RECORDS FOR THE TASK
•••

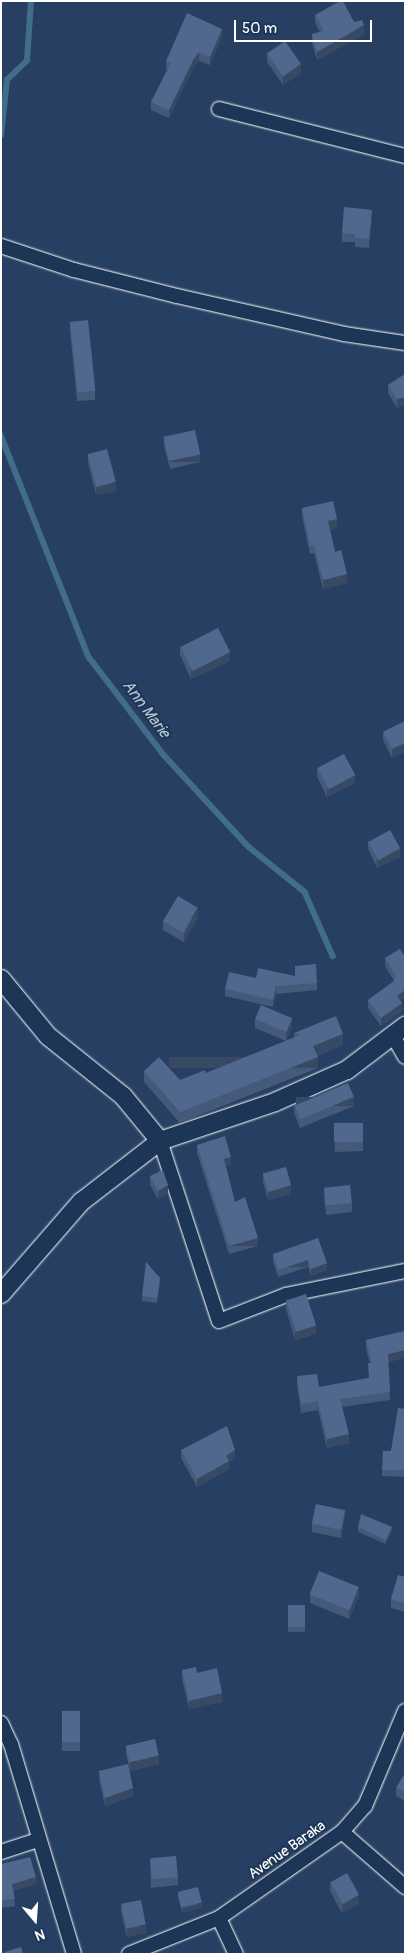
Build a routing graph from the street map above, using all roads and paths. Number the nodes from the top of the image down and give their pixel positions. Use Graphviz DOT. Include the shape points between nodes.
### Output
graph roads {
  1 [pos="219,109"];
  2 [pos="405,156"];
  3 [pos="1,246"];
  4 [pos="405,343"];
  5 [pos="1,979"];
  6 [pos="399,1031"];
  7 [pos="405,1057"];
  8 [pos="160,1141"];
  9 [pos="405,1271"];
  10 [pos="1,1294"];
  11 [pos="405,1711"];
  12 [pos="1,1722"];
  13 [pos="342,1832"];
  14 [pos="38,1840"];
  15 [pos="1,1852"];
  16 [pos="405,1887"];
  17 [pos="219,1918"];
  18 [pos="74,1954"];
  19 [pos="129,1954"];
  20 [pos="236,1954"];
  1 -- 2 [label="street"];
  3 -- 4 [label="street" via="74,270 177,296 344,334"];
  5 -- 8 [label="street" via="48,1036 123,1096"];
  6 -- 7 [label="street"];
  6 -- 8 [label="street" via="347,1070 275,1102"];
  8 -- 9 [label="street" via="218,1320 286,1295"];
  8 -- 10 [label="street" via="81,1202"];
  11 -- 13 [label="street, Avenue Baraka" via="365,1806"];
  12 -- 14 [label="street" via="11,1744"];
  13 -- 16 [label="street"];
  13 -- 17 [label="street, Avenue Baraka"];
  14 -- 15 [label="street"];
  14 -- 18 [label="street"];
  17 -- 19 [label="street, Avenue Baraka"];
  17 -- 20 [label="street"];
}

•••

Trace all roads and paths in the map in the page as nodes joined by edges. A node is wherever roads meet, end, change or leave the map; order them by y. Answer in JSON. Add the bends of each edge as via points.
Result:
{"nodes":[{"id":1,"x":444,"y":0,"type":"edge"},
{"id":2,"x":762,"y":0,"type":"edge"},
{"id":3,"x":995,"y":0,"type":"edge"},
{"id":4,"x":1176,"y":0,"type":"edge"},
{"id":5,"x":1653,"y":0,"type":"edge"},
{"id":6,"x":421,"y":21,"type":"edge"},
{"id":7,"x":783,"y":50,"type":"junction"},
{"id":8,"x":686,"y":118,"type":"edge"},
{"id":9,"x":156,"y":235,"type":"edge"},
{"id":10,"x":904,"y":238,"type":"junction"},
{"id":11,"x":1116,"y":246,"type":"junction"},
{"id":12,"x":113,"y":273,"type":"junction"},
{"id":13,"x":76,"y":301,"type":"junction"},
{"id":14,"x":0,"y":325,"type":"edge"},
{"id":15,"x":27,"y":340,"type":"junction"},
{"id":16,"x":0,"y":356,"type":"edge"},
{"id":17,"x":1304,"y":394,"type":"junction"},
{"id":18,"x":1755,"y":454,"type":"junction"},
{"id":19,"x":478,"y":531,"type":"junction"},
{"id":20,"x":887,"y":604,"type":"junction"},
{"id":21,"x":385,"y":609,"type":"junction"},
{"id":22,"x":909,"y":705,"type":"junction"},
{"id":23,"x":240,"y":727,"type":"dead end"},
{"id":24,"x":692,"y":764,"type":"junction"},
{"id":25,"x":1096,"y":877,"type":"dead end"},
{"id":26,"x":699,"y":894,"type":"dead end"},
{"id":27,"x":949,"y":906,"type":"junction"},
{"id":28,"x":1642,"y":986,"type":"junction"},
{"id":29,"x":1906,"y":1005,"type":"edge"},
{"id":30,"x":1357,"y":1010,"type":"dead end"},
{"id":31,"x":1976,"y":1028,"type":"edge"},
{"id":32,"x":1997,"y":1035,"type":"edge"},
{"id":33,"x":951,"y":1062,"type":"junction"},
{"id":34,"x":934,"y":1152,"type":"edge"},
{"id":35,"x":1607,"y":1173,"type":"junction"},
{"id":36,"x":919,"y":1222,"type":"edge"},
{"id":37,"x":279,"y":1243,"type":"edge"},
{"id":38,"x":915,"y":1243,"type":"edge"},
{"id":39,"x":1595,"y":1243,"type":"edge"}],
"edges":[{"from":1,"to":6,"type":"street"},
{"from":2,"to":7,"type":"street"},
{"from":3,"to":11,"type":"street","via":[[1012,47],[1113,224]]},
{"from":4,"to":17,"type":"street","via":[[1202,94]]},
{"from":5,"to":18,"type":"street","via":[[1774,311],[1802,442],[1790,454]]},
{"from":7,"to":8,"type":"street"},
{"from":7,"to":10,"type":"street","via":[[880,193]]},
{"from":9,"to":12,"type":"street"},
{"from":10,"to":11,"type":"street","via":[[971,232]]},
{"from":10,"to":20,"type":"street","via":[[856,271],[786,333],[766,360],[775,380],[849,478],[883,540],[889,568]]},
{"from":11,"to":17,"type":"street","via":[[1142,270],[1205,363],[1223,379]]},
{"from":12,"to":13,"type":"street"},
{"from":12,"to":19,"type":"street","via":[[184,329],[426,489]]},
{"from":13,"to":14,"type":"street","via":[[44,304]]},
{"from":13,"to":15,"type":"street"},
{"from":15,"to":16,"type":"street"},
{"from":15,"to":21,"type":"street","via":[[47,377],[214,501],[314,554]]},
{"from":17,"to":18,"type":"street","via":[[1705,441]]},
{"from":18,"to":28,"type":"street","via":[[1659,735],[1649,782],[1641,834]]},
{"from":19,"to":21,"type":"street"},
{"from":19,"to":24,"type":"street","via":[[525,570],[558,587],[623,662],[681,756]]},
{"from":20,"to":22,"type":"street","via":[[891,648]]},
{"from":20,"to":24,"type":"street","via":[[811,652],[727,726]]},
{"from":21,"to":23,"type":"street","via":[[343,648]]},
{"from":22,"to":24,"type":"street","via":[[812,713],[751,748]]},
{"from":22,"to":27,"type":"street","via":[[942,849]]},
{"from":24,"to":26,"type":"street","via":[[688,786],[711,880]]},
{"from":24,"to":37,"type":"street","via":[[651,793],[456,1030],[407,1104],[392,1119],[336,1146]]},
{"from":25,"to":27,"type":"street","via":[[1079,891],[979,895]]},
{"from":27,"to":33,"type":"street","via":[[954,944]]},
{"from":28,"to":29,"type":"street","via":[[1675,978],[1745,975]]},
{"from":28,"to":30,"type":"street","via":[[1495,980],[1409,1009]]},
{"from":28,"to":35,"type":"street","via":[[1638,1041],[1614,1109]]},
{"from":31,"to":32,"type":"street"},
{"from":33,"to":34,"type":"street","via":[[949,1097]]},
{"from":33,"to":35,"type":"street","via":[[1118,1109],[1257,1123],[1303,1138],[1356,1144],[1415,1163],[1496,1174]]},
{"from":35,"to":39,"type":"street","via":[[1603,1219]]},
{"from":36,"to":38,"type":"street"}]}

•••

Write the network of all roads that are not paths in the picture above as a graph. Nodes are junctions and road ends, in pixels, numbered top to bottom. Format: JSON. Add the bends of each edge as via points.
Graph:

•••

EXERCISE DETAILS
Copy each line in the listing where "bends" appears.

SOLUTION FOR THIS PROBLEM
Trace all roads and paths in the map in the page as nodes joined by edges. A node is wherever roads meet, end, change or leave the map; order them by y. Answer in JSON. Add the bends of each edge as via points.
Write the network of all roads that are not paths in the picture above as a graph. Nodes are junctions and road ends, in pixels, numbered top to bottom. Format: JSON. Add the bends of each edge as via points.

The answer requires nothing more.